The visual arts can roughly be divided into four categories: commercial art, fine art, craft, and multimedia art.

Commercial art is art used by advertising, publishing, public relations, and other business enterprises to attract attention, sell products and services, illustrate concepts, convey messages, and document events. Commercial artists include illustrators, graphic designers, art directors, and photographers. Some commercial art, particularly some illustration and photography, is also considered by some people to be fine art. Most commercial art combines pictorial elements with text, and artists use a variety of media to create two- and three-dimensional works that can be easily reproduced. Computers and design software such as Adobe Illustrator and Photoshop are important tools that commercial artists use to design page layouts, specify type fonts and sizes, scan photos and artwork, separate colors for printing, create illustrations, and manipulate photos. In many cases, art directors develop or approve specific concepts that a commercial artist then executes for a given project.

Fine art is art created more for personal expression than financial gain. Although some fine artists are commissioned to create works for a particular place, such as a park or an office building, usually the art comes from the artist's own ideas. The list of materials fine artists use to create their art is inexhaustible. Painters use oil, acrylic, or watercolor paints on various surfaces, such as paper, canvas, wood, and plaster. Sculptors use materials, such as clay, metal, wood, stone, papier mâché and plastic, to build, carve, sandblast, cast, or mold three-dimensional forms. Calligraphers use ink, pencil, paper, books, wood, even gold and silver. Printmakers make prints from carved blocks, etched plates, and silk screens. Ceramic artists use clay and glazes to create sculpture, tableware, beads, tiles, or architectural decorations. Other fine artists use airbrush, pastels, charcoal, collage or mixed media, to name a few of the more traditional media.
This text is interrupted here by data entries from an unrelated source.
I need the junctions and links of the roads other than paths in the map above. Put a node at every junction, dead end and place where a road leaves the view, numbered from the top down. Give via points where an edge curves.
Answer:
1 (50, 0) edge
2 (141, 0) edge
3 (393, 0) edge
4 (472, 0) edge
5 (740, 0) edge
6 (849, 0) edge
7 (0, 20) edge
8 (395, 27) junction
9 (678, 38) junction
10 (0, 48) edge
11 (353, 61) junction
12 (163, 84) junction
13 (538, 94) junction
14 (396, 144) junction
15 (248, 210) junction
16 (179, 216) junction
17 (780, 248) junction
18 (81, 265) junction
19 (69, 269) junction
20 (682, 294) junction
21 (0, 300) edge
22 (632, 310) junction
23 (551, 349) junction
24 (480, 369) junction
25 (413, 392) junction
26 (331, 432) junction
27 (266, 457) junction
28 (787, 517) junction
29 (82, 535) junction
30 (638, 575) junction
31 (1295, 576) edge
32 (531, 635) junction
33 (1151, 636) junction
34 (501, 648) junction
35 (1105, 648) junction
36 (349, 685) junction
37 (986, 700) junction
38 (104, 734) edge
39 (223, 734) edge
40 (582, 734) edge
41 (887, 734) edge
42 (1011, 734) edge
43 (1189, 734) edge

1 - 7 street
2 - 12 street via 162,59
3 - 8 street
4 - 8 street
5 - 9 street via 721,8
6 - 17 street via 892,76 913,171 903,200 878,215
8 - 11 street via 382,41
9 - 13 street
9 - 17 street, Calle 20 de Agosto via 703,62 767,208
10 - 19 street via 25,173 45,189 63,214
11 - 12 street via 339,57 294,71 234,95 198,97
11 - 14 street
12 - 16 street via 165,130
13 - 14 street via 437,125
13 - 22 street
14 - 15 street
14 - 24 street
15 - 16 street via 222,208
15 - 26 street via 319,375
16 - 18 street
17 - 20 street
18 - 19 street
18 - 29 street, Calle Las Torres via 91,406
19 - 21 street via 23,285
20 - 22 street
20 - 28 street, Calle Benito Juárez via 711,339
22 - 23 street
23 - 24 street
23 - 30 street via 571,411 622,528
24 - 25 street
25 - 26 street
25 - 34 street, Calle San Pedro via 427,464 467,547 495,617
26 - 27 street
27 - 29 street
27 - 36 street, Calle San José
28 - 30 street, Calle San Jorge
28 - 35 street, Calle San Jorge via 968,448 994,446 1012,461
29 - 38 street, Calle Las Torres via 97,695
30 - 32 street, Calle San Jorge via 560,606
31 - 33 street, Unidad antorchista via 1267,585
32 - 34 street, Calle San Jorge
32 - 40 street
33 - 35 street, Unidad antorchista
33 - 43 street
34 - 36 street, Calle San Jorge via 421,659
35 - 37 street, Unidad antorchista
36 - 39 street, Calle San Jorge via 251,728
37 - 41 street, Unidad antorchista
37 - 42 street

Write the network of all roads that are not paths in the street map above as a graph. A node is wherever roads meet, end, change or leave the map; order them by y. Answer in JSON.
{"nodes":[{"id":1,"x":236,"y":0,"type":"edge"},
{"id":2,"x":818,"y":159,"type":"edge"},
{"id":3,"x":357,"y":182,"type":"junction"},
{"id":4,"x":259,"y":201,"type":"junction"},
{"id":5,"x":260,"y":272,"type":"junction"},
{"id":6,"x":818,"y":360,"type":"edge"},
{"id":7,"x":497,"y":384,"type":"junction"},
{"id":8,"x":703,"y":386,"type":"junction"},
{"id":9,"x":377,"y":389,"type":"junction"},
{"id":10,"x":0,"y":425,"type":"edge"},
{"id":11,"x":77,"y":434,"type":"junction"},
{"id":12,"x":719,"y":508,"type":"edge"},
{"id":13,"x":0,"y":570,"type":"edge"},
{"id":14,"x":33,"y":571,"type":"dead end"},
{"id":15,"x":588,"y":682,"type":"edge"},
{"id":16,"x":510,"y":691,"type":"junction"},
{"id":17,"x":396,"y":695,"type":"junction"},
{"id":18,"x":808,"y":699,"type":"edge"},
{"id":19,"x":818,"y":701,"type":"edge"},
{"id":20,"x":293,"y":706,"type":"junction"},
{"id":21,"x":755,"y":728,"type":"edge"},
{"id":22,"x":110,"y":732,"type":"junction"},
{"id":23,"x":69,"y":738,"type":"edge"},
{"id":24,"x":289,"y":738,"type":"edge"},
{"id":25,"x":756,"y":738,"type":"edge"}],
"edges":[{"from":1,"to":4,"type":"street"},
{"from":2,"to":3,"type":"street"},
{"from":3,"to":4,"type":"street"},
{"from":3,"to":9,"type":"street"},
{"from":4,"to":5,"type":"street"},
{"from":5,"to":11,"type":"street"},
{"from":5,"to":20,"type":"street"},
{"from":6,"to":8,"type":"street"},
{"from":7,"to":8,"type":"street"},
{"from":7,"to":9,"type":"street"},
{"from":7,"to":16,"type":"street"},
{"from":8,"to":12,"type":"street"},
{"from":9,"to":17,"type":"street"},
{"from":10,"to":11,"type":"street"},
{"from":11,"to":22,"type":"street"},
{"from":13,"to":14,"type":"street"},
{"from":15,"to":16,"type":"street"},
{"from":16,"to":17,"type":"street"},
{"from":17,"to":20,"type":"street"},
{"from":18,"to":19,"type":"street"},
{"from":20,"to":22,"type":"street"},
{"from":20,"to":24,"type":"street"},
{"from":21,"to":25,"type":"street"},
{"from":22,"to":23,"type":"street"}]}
Only a few fine artists make a living from their art. Most earn income from other occupations, such as teaching art, while making art in their free time. The most common way for fine artists to show and sell their art is through galleries, which hold single-artist shows, group shows, theme shows, and competitions. They also represent specific artists and act as art brokers between artists and buyers. Artists assemble a portfolio of slides of their most representative work and present it to gallery owners and operators. The gallery operators consider the artwork's appeal, its theme or concept, the media and technique used, the artist's skill, and the work's salability. Gallery operators look at the artist's body of work when they consider representing them. They like to see a progression of concept or technique and to know that the artist is likely to continue producing quality work. Upon acceptance for exhibit, the work is installed in the gallery. There is usually an opening reception, to which interested viewers, critics, and potential buyers are invited to meet and talk with the artist. The installation or exhibit may be open for public viewing for a week or several months. Fine artists also display their art in public buildings, restaurants, museums, office buildings, hotels, and via online and social media. Many fine artists use the Internet and social media to make their works visible and available to a much wider audience than is possible by galleries and other exhibiting venues.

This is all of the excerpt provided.